** PROVIDED RECORDS follows **

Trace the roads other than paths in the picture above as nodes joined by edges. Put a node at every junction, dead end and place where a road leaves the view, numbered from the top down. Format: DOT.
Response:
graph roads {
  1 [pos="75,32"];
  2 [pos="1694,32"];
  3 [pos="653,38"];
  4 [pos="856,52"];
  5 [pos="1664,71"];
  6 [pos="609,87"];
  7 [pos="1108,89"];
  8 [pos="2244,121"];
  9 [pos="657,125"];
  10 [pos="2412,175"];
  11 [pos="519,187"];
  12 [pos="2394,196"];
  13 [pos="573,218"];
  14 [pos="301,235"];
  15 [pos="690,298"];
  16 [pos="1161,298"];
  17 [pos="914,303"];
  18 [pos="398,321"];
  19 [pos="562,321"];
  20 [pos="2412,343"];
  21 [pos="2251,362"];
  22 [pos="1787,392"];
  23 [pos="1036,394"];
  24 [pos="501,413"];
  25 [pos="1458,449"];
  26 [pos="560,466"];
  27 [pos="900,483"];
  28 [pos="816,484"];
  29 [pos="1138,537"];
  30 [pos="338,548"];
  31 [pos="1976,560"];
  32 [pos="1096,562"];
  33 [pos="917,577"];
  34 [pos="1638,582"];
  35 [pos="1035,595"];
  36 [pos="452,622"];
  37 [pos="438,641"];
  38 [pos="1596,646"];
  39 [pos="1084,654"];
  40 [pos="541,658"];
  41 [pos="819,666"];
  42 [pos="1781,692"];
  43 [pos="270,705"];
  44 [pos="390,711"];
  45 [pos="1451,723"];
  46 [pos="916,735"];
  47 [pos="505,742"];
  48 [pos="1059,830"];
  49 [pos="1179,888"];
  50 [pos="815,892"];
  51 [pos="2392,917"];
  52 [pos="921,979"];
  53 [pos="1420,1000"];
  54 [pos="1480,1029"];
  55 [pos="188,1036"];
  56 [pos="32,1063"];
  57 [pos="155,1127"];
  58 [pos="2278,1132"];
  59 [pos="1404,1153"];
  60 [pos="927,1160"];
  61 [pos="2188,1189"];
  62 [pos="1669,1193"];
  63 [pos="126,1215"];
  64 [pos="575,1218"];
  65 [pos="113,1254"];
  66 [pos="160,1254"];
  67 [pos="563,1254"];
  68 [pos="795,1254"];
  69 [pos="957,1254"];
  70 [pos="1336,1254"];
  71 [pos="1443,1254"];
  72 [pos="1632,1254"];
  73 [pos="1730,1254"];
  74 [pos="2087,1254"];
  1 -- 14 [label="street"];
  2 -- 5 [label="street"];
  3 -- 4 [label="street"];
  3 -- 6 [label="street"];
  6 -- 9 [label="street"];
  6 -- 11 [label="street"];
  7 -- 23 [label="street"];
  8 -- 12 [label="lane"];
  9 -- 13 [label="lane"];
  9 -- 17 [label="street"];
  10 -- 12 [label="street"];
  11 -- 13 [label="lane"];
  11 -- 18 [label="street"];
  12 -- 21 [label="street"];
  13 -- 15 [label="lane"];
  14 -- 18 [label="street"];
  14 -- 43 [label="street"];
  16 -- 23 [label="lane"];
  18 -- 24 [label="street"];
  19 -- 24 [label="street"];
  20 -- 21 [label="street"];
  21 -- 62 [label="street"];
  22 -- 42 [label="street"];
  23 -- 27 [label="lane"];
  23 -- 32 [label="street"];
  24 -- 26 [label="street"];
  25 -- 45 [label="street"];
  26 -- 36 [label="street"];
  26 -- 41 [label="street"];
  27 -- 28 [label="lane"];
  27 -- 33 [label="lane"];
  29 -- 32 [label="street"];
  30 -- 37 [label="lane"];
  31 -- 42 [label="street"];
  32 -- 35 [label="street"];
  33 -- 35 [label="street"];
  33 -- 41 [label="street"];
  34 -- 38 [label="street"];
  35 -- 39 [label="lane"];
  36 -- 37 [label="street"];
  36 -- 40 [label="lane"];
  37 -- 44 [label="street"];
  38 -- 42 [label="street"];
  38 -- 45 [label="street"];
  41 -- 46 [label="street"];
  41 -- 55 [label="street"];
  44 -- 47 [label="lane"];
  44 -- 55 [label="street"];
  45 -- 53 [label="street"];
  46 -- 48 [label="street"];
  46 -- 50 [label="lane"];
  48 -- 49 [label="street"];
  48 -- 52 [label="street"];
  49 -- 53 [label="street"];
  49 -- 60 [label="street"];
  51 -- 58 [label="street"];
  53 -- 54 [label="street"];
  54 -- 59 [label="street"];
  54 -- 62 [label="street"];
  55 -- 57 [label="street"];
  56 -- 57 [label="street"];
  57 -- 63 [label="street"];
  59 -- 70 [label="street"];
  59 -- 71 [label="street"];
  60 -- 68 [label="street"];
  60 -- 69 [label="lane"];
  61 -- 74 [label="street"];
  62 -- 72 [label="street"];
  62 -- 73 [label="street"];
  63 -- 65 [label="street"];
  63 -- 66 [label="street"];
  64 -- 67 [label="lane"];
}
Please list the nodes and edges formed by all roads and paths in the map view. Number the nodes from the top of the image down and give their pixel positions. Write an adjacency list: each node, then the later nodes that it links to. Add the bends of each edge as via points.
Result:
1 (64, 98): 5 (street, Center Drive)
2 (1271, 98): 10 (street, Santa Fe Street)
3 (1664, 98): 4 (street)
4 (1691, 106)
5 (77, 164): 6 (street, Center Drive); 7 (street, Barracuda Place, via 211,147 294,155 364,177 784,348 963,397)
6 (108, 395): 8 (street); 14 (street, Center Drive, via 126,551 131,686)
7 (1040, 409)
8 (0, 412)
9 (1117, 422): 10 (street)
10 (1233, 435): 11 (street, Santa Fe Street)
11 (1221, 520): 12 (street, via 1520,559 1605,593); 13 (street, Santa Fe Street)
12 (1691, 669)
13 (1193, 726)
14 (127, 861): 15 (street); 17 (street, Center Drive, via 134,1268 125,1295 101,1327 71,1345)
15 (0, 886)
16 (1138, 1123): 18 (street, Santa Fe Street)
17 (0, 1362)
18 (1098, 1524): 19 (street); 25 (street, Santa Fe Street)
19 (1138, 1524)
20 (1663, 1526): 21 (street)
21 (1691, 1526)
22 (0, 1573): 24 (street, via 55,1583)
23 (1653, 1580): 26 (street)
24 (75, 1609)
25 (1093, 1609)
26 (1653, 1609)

** End of PROVIDED RECORDS **

» DESCRIPTION OF THE TASK
Tell how many lines above include the word "Santa". Give the number alone.

» YOUR SOLUTION
5